Anna Quindlen’s Essay on Mothering

Beautiful essay by Anna Quindlen:

“All my babies are gone now. I say this not in sorrow but in disbelief. I
take great satisfaction in what I have today: three almost-adults, two
taller than I am, one closing in fast. Three people who read the same books
I do and have learned not to be afraid of disagreeing with me in their
opinion of them, who sometimes tell vulgar jokes that make me laugh until I
choke and cry, who need razor blades and shower gel and privacy, who want to
keep their doors closed more than I like. Who, miraculously, go to the
bathroom, zip up their jackets and move food from plate to mouth all by
themselves. Like the trick soap I bought for the bathroom with a rubber
ducky at its center, the baby is buried deep within each, barely discernible
except through the unreliable haze of the past.

Everything in all the books I once pored over is finished for me now.
Penelope Leach, T. Berry Brazelton, Dr. Spock. The ones on sibling rivalry
and sleeping through the night and early-childhood education have all grown
obsolete. Along with Goodnight Moon and Where the Wild Things Are, they are
battered, spotted, well used. But I suspect that if you flipped the pages
dust would rise like memories. What those books taught me, finally, and what
the women on the playground taught me, and the well-meaning relations –what
they taught me, was that they couldn’t really teach me very much at all.

Raising children is presented at first as a true-false test, then becomes
multiple choice, until finally, far along, you realize that it is an endless
essay. No one knows anything. One child responds well to positive
reinforcement, another can be managed only with a stern voice and a timeout.
One child is toilet trained at 3, his sibling at 2.

When my first child was born, parents were told to put baby to bed on his
belly so that he would not choke on his own spit-up. By the time my last
arrived, babies were put down on their backs because of research on sudden
infant death syndrome. To a new parent this ever-shifting certainty is
terrifying, and then soothing. Eventually you must learn to trust yourself.

Eventually the research will follow. I remember 15 years ago poring over one
of Dr. Brazelton’s wonderful books on child development, in which he
describes three different sorts of infants: average, quiet, and active. I
was looking for a sub-quiet codicil for an 18-month old who did not walk.
Was there something wrong with his fat little legs? Was there something
wrong with his tiny little mind? Was he developmentally delayed, physically
challenged? Was I insane? Last year he went to China. Next year he goes to
college. He can talk just fine. He can walk, too.
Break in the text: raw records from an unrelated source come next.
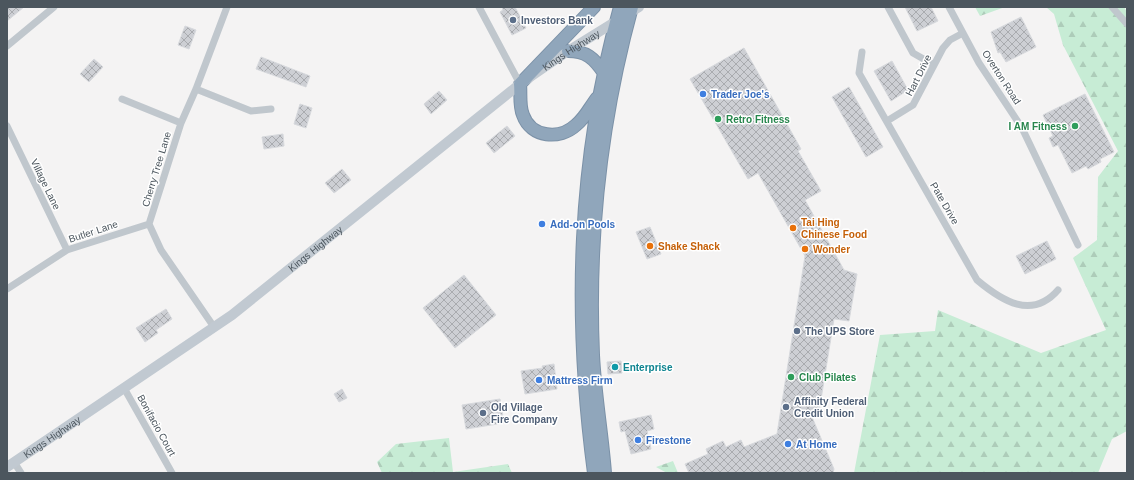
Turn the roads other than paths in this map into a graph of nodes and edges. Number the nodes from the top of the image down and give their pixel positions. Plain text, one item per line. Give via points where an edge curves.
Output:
1 (54, 7) edge
2 (227, 7) edge
3 (479, 7) edge
4 (594, 7) edge
5 (888, 7) edge
6 (949, 7) edge
7 (1114, 7) edge
8 (631, 8) edge
9 (617, 20) junction
10 (1127, 24) edge
11 (963, 33) junction
12 (7, 46) edge
13 (568, 51) junction
14 (862, 52) dead end
15 (934, 65) junction
16 (604, 73) junction
17 (520, 84) junction
18 (196, 90) junction
19 (600, 93) junction
20 (122, 99) dead end
21 (271, 109) dead end
22 (887, 121) junction
23 (181, 123) junction
24 (7, 126) edge
25 (149, 224) junction
26 (1078, 244) dead end
27 (67, 250) junction
28 (7, 289) edge
29 (1058, 290) dead end
30 (214, 327) junction
31 (124, 388) junction
32 (10, 465) edge
33 (21, 473) edge
34 (172, 473) edge
35 (594, 473) edge
36 (605, 473) edge

1 - 12 street
2 - 18 street, Cherry Tree Lane
3 - 17 street
4 - 17 highway
5 - 15 street via 913,53
6 - 11 street, Overton Road
7 - 10 street
8 - 9 highway
8 - 36 highway via 613,84 598,180 593,252 594,366
9 - 13 street, Kings Highway
9 - 16 highway
11 - 15 street, Hart Drive via 947,44
11 - 26 street, Overton Road via 1022,128
13 - 16 highway via 589,55
13 - 17 street, Kings Highway
14 - 22 street, Pate Drive via 859,73
15 - 22 street, Hart Drive via 913,105
16 - 19 highway
17 - 19 highway via 525,121 536,131 551,135 570,130 578,124
17 - 30 street, Kings Highway
18 - 21 street via 251,111
18 - 23 street, Cherry Tree Lane
19 - 35 highway via 585,200 580,283 583,372
20 - 23 street
22 - 29 street, Pate Drive via 977,280 993,293 1025,306 1038,306 1049,300
23 - 25 street, Cherry Tree Lane
24 - 27 street, Village Lane
25 - 27 street, Butler Lane
25 - 30 street via 161,250
27 - 28 street, Butler Lane
30 - 31 street, Kings Highway
31 - 32 street, Kings Highway
31 - 34 street, Bonifacio Court
32 - 33 street

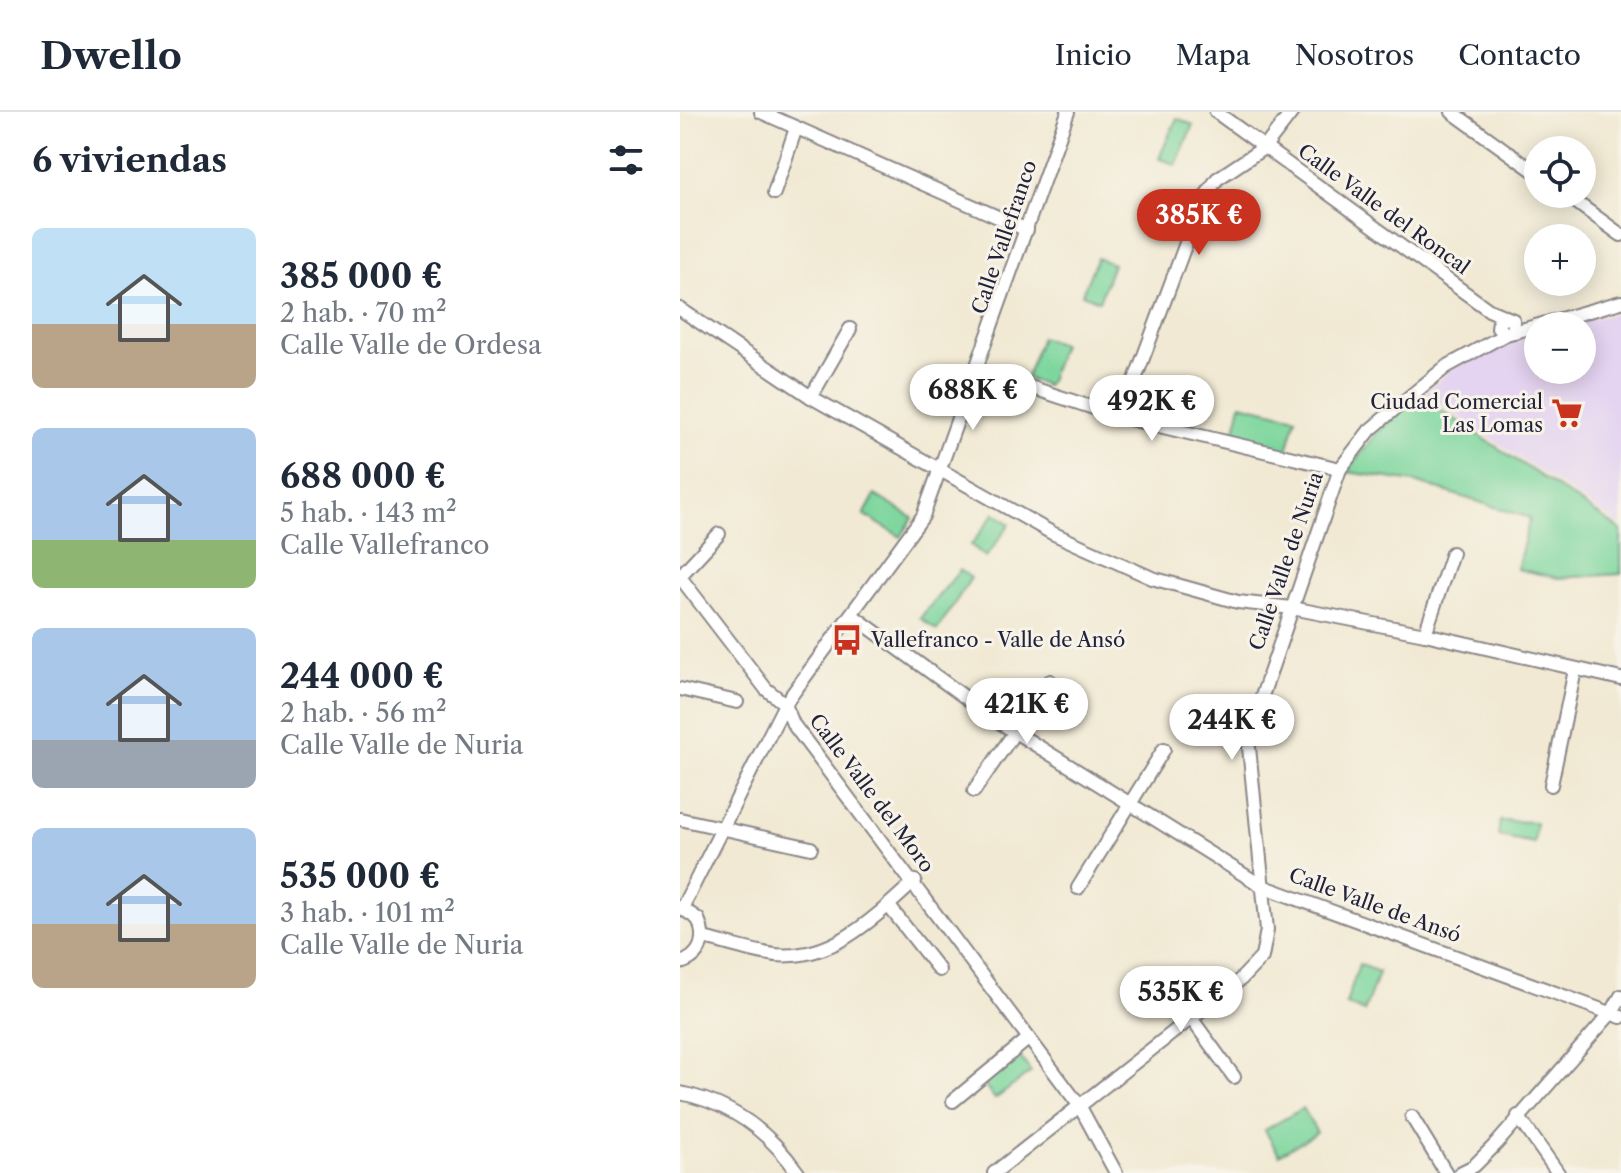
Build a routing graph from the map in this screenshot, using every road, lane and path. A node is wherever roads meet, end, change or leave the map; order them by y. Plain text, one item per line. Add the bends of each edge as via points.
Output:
1 (1068, 112) edge
2 (1216, 112) edge
3 (1292, 112) edge
4 (1452, 112) edge
5 (768, 113) edge
6 (796, 128) junction
7 (1265, 147) junction
8 (1524, 164) edge
9 (774, 193) dead end
10 (1584, 208) edge
11 (1027, 230) junction
12 (1621, 235) edge
13 (1621, 302) edge
14 (680, 309) edge
15 (1506, 326) junction
16 (850, 329) dead end
17 (978, 370) junction
18 (811, 397) junction
19 (1121, 417) junction
20 (940, 467) junction
21 (1340, 469) junction
22 (719, 534) dead end
23 (1452, 553) dead end
24 (680, 576) edge
25 (1292, 608) junction
26 (852, 615) junction
27 (1425, 634) junction
28 (1575, 670) junction
29 (1621, 679) edge
30 (1050, 681) dead end
31 (680, 689) edge
32 (737, 702) dead end
33 (785, 704) junction
34 (1015, 732) junction
35 (1164, 749) dead end
36 (1551, 785) dead end
37 (974, 791) dead end
38 (1128, 806) junction
39 (680, 819) edge
40 (722, 829) junction
41 (811, 848) dead end
42 (915, 881) junction
43 (1262, 886) junction
44 (1078, 888) dead end
45 (888, 905) junction
46 (681, 908) edge
47 (703, 938) junction
48 (680, 963) edge
49 (939, 970) dead end
50 (1147, 975) dead end
51 (1621, 996) edge
52 (1616, 1014) edge
53 (1191, 1018) junction
54 (1028, 1039) junction
55 (1234, 1077) dead end
56 (680, 1093) edge
57 (953, 1101) dead end
58 (1079, 1105) junction
59 (1518, 1116) junction
60 (1412, 1117) dead end
61 (798, 1173) edge
62 (994, 1173) edge
63 (1116, 1173) edge
64 (1446, 1173) edge
65 (1460, 1173) edge
66 (1558, 1173) edge

1 - 11 street, Calle Vallefranco
2 - 7 street, Calle Valle del Roncal
3 - 7 street
4 - 8 street
5 - 6 street
6 - 9 street
6 - 11 street
7 - 15 street, Calle Valle del Roncal
7 - 19 street via 1217,179 1201,203
10 - 12 street
11 - 17 street, Calle Vallefranco
13 - 15 street
14 - 18 street
15 - 21 street, Calle Valle de Nuria via 1370,430
16 - 18 street
17 - 19 street
17 - 20 street, Calle Vallefranco
18 - 20 street
19 - 21 street
20 - 25 street via 1052,533 1152,578 1238,602
20 - 26 street, Calle Vallefranco via 923,516
21 - 25 street, Calle Valle de Nuria
22 - 24 street, Calle Valle del Moro
23 - 27 street
24 - 33 street, Calle Valle del Moro via 766,689
25 - 27 street
25 - 43 street, Calle Valle de Nuria via 1248,737
26 - 33 street, Calle Vallefranco
26 - 34 street, Calle Valle de Ansó
27 - 28 street
28 - 29 street
28 - 36 street
30 - 34 street
31 - 32 street
33 - 40 street, Calle Vallefranco
33 - 42 street, Calle Valle del Moro via 793,724
34 - 37 street
34 - 38 street, Calle Valle de Ansó
35 - 38 street
38 - 43 street, Calle Valle de Ansó
38 - 44 street
39 - 40 street
40 - 41 street
40 - 46 street, Calle Vallefranco
42 - 45 street
42 - 54 street, Calle Valle del Moro
43 - 52 street, Calle Valle de Ansó
43 - 53 street, Calle Valle de Nuria via 1267,930 1262,957
45 - 47 street via 837,945 801,955 775,955
45 - 49 street
46 - 47 street via 698,919
47 - 48 street via 698,952
50 - 53 street
51 - 52 street
52 - 59 street
53 - 55 street
53 - 58 street, Calle Valle de Nuria
54 - 57 street
54 - 58 street, Calle Valle del Moro
56 - 61 street via 718,1104 755,1125 782,1149
58 - 62 street, Calle Valle de Nuria
58 - 63 street, Calle Valle del Moro
59 - 65 street via 1474,1166
59 - 66 street
60 - 64 street

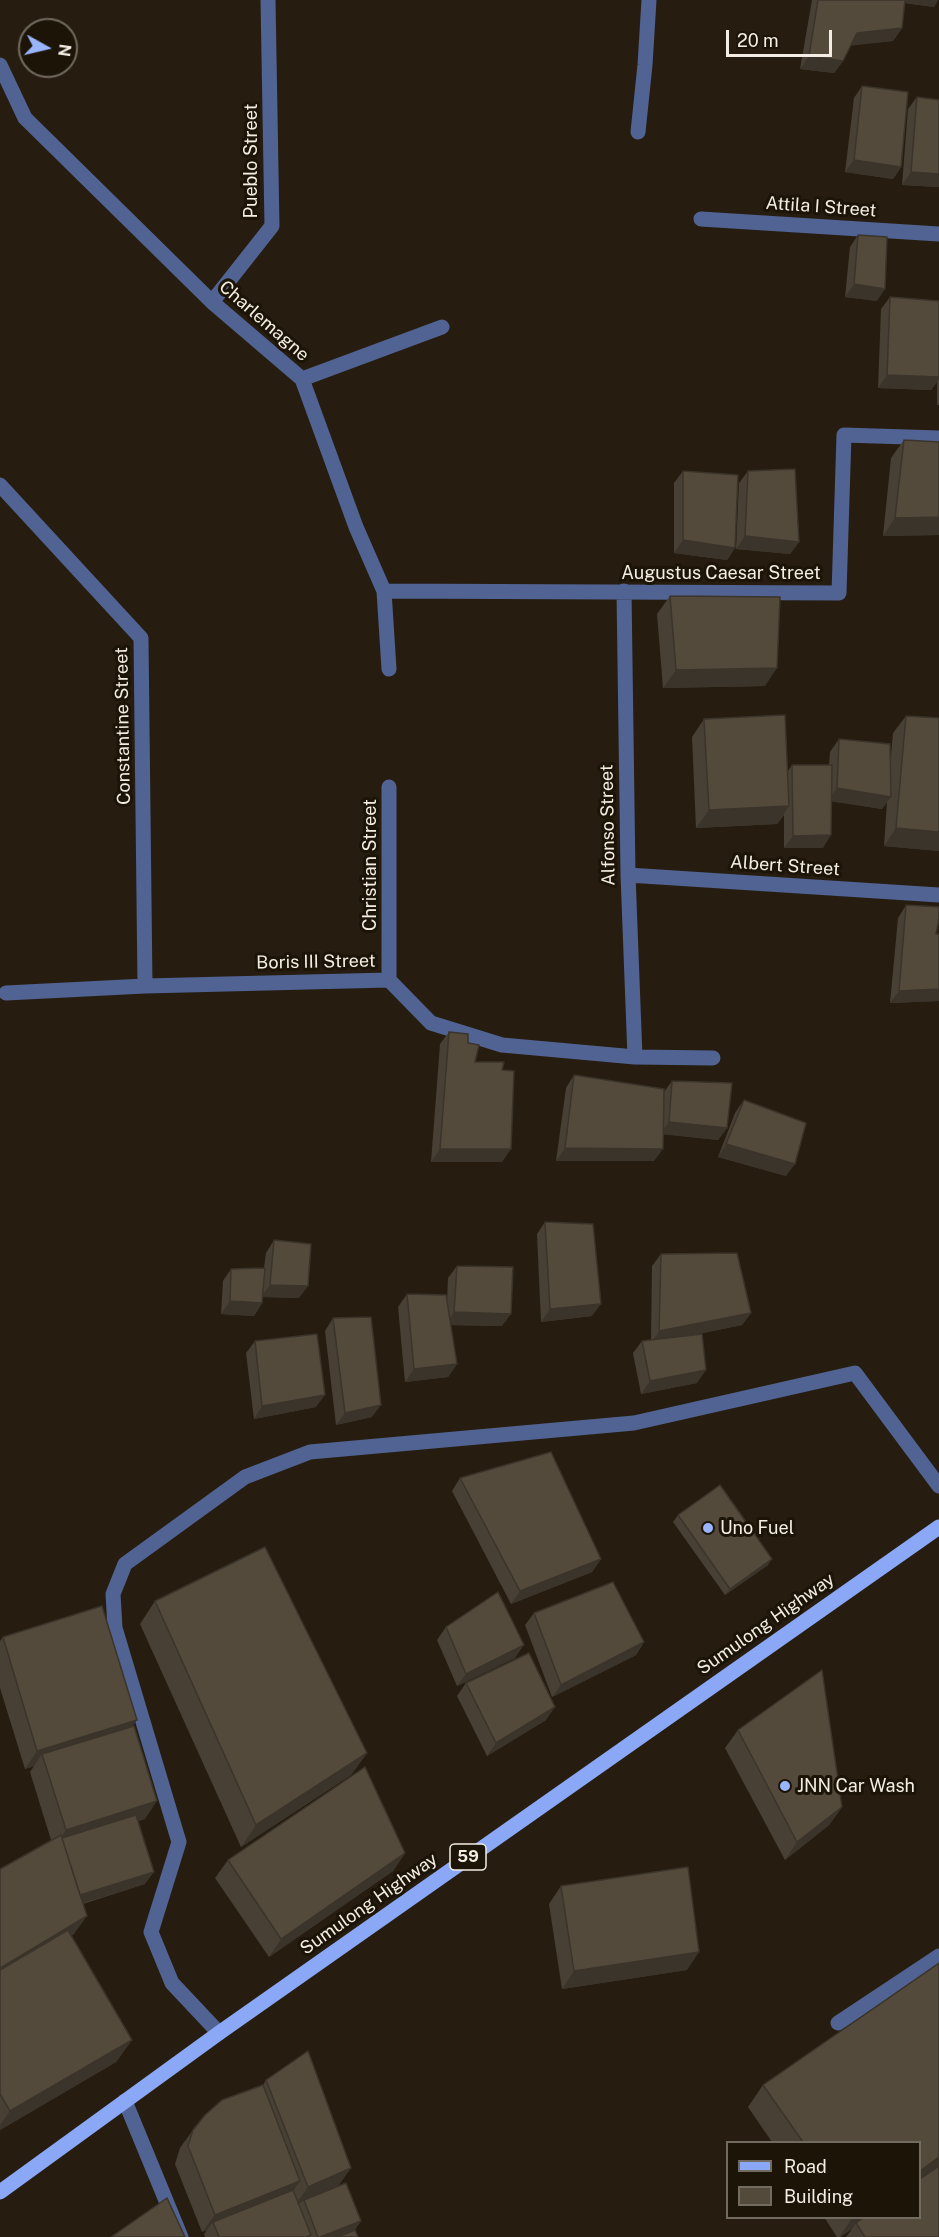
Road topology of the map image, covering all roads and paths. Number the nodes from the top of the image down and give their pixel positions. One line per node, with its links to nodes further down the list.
1 (268, 0): 7 (street, Pueblo Street)
2 (649, 0): 4 (street)
3 (0, 65): 7 (street, Charlemagne)
4 (638, 132)
5 (701, 219): 6 (street, Attila I Street)
6 (939, 234)
7 (212, 302): 9 (street, Charlemagne)
8 (442, 327): 9 (street)
9 (302, 380): 12 (street, Charlemagne)
10 (939, 438): 13 (street, Augustus Caesar Street)
11 (0, 485): 19 (street, Constantine Street)
12 (384, 591): 13 (street, Augustus Caesar Street); 14 (street, Charlemagne)
13 (624, 591): 16 (street, Alfonso Street)
14 (389, 669)
15 (389, 787): 18 (street, Christian Street)
16 (628, 875): 17 (street, Albert Street); 21 (street, Alfonso Street)
17 (939, 895)
18 (389, 980): 19 (street, Boris III Street); 21 (street, Boris III Street)
19 (145, 986): 20 (street, Boris III Street)
20 (6, 993)
21 (635, 1057): 22 (street, Boris III Street)
22 (713, 1058)
23 (939, 1486): 27 (street)
24 (939, 1527): 27 (main road, Sumulong Highway / 59)
25 (939, 1956): 26 (street)
26 (838, 2024)
27 (219, 2033): 28 (main road, Sumulong Highway / 59)
28 (125, 2102): 29 (main road, Sumulong Highway / 59); 30 (street)
29 (0, 2192)
30 (181, 2237)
Every part of raising children is humbling, too. Believe me, mistakes were
made. They have all been enshrined in the, “Remember-When- Mom-Did” Hall of
Fame. The outbursts, the temper tantrums, the bad language, mine, not
theirs. The times the baby fell off the bed. The times I arrived late for
preschool pickup. The nightmare sleepover. The horrible summer camp. The day
when the youngest came barreling out of the classroom with a 98 on her
geography test, and I responded, “What did you get wrong?” (She insisted I
include that.) The time I ordered food at the McDonald’s drive-through
speaker and then drove away without picking it up from the window. (They all
insisted I include that.) I did not allow them to watch the Simpsons for the
first two seasons. What was I thinking?

But the biggest mistake I made is the one that most of us make while doing
this. I did not live in the moment enough. This is particularly clear now
that the moment is gone, captured only in photographs. There is one picture
of the three of them, sitting in the grass on a quilt in the shadow of the
swing set on a summer day, ages 6, 4 and 1. And I wish I could remember what
we ate, and what we talked about, and how they sounded, and how they looked
when they slept that night.

I wish I had not been in such a hurry to get on to the next thing: dinner,
bath, book, bed. I wish I had treasured the doing a little more and the
getting it done a little less.

Even today I’m not sure what worked and what didn’t, what was me and what
was simply life. When they were very small, I suppose I thought someday they
would become who they were because of what I’d done. Now I suspect they
simply grew into their true selves because they demanded in a thousand ways
that I back off and let them be. The books said to be relaxed and I was
often tense, matter-of-fact and I was sometimes over the top. And look how
it all turned out. I wound up with the three people I like best in the
world, who have done more than anyone to excavate my essential humanity.
That’s what the books never told me. I was bound and determined to learn
from the experts. It just took me a while to figure out who the experts
were.”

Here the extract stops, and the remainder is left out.